FATF Efforts to Accelerate Global Implementation of R.15
The FATF is steadfast in its commitment to collaborating with jurisdictions to facilitate the implementation of Recommendation 15 (R.15). This involves ensuring effective supervision and enforcement while mitigating the risks associated with virtual assets and virtual asset service providers being exploited by illicit actors.
Blockchain analytics tools, such as those provided by Merkle Science, play a crucial role in this global effort. For instance, Merkle Science offers advanced solutions that enable regulatory authorities to conduct thorough national risk assessments of virtual assets and VASPs. Our tools generate regular reports and audits that keep regulators informed about compliance statuses and potential risks. Additionally, our on-chain analytics tools are essential for identifying non-compliant VASPs as our platform can accurately pinpoint VASPs operating without necessary authorization or those failing to meet AML/CFT regulations. Furthermore, detailed reporting and alert systems highlight unregistered or suspicious VASPs, enabling regulators to take prompt and appropriate enforcement actions.
Merkle Science also assists VASPs in ensuring regulatory alignment by providing tailored compliance solutions that conform to global regulatory standards. Our customizable rule engine allows VASPs to comply with varying regulatory requirements across different jurisdictions, facilitating seamless regulatory adherence.
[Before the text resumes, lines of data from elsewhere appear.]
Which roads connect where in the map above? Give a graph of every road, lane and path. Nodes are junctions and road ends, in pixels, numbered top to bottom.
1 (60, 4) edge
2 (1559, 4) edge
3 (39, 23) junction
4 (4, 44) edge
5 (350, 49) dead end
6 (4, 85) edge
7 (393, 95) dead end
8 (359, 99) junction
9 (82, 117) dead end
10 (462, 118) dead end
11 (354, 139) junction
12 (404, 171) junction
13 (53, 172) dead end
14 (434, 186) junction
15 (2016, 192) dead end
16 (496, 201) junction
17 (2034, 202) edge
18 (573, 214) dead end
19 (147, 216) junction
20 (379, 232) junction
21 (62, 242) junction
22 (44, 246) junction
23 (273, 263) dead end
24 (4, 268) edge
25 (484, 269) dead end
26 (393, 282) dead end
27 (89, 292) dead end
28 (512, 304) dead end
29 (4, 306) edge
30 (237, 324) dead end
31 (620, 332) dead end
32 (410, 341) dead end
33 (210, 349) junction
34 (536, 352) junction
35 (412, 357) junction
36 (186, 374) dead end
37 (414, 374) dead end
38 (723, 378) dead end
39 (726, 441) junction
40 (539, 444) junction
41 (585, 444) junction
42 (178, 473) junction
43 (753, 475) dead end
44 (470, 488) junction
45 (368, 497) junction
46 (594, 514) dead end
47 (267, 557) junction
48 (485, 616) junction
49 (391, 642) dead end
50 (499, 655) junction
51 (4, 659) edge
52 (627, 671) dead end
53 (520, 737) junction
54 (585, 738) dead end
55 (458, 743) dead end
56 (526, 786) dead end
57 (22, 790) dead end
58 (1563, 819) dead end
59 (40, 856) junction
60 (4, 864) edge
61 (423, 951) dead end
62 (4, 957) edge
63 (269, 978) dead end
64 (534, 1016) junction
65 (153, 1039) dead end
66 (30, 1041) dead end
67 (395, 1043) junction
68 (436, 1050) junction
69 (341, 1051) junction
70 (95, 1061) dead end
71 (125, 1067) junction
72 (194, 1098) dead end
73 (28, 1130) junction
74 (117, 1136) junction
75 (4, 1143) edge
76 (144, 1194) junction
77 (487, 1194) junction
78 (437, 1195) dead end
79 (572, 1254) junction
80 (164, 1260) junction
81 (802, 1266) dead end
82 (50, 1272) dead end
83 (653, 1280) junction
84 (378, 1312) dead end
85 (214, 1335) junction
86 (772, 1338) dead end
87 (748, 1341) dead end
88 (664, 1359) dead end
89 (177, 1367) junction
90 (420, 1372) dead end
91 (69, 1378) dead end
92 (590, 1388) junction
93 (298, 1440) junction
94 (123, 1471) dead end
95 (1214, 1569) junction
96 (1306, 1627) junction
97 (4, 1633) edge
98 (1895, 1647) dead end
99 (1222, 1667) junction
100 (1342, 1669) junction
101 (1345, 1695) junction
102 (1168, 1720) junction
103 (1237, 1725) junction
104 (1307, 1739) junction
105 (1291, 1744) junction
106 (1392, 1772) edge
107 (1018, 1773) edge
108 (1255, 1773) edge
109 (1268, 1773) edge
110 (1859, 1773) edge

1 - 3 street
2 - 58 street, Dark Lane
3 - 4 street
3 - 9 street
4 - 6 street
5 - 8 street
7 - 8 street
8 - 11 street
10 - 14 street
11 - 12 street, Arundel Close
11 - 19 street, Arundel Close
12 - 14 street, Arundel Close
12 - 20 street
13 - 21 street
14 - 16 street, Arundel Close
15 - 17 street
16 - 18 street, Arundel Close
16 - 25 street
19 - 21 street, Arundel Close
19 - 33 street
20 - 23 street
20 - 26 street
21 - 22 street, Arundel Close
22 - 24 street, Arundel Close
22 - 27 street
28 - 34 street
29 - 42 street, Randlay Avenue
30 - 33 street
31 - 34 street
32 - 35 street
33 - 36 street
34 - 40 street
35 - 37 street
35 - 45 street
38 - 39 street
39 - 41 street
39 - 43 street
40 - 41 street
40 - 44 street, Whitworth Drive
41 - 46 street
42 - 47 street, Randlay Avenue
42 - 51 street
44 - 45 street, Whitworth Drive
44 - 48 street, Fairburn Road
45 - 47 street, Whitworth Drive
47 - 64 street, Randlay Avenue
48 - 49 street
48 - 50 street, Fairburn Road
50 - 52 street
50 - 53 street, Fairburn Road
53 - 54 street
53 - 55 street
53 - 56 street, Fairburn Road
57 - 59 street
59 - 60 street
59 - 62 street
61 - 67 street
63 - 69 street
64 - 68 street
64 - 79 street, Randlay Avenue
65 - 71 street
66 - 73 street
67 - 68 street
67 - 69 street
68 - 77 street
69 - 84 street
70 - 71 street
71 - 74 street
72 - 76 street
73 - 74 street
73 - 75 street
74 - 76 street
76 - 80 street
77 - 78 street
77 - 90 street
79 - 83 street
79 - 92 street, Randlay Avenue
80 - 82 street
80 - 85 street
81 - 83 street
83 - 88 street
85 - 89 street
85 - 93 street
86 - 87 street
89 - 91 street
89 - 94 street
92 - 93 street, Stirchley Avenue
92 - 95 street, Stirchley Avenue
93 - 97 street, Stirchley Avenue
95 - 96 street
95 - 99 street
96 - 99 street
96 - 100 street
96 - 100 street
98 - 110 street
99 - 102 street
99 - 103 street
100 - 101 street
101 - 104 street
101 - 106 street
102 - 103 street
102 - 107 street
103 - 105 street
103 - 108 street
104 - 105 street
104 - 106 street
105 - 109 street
Through these advanced tools and services, Merkle Science supports the FATF's mission to enhance global AML/CFT efforts, ensuring a secure and compliant virtual asset ecosystem.
Conclusion
The journey towards full compliance remains challenging. The findings indicate that while some jurisdictions, particularly FATF members, show higher levels of compliance, many others still struggle with weak national risk assessments, inadequate policies, and insufficient enforcement mechanisms. These gaps underscore the need for ongoing support, guidance, and technical assistance to enhance global AML/CFT efforts.
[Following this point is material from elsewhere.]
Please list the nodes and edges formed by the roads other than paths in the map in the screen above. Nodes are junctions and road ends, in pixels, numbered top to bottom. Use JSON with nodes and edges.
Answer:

In this context, the role of advanced blockchain analytics tools becomes increasingly vital. By enabling comprehensive risk assessments, continuous monitoring, and effective tracing, these tools can significantly bolster regulatory supervision and ensure that VASPs operate within legal boundaries.
As jurisdictions continue to adapt and strengthen their regulatory approaches, the collective effort of international organizations, crypto asset businesses, technology providers, and regulatory authorities will be essential in fostering a secure and compliant virtual asset ecosystem. The progress made thus far is promising, but sustained commitment is required to fully realize the goals set by the FATF and protect the integrity of the global financial system.